- PROBLEM TO SOLVE
Reply with the data below, repeated exactly in full.

--- DATA SHOWN Enclosed Below ---

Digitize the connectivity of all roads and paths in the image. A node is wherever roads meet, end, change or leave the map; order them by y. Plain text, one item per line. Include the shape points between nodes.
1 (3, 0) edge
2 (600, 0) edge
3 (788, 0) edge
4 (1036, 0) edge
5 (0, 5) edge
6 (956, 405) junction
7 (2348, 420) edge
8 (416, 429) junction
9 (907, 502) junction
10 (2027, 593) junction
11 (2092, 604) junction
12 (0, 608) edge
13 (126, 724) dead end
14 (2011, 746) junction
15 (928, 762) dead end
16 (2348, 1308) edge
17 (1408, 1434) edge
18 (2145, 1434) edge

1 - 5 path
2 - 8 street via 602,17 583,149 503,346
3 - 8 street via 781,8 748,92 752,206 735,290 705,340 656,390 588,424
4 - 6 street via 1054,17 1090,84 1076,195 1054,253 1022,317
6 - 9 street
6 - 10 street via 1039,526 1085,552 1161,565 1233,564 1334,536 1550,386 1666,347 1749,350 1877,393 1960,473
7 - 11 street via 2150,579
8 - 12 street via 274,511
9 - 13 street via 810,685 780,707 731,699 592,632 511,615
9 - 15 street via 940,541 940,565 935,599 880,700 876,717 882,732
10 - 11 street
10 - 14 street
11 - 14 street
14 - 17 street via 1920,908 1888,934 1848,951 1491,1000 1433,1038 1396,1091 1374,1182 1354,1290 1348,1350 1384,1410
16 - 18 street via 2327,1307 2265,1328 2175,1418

--- End of Enclosed DATA SHOWN ---

- RESPONSE AREA
Digitize the connectivity of all roads and paths in the image. A node is wherever roads meet, end, change or leave the map; order them by y. Plain text, one item per line. Include the shape points between nodes.
1 (3, 0) edge
2 (600, 0) edge
3 (788, 0) edge
4 (1036, 0) edge
5 (0, 5) edge
6 (956, 405) junction
7 (2348, 420) edge
8 (416, 429) junction
9 (907, 502) junction
10 (2027, 593) junction
11 (2092, 604) junction
12 (0, 608) edge
13 (126, 724) dead end
14 (2011, 746) junction
15 (928, 762) dead end
16 (2348, 1308) edge
17 (1408, 1434) edge
18 (2145, 1434) edge

1 - 5 path
2 - 8 street via 602,17 583,149 503,346
3 - 8 street via 781,8 748,92 752,206 735,290 705,340 656,390 588,424
4 - 6 street via 1054,17 1090,84 1076,195 1054,253 1022,317
6 - 9 street
6 - 10 street via 1039,526 1085,552 1161,565 1233,564 1334,536 1550,386 1666,347 1749,350 1877,393 1960,473
7 - 11 street via 2150,579
8 - 12 street via 274,511
9 - 13 street via 810,685 780,707 731,699 592,632 511,615
9 - 15 street via 940,541 940,565 935,599 880,700 876,717 882,732
10 - 11 street
10 - 14 street
11 - 14 street
14 - 17 street via 1920,908 1888,934 1848,951 1491,1000 1433,1038 1396,1091 1374,1182 1354,1290 1348,1350 1384,1410
16 - 18 street via 2327,1307 2265,1328 2175,1418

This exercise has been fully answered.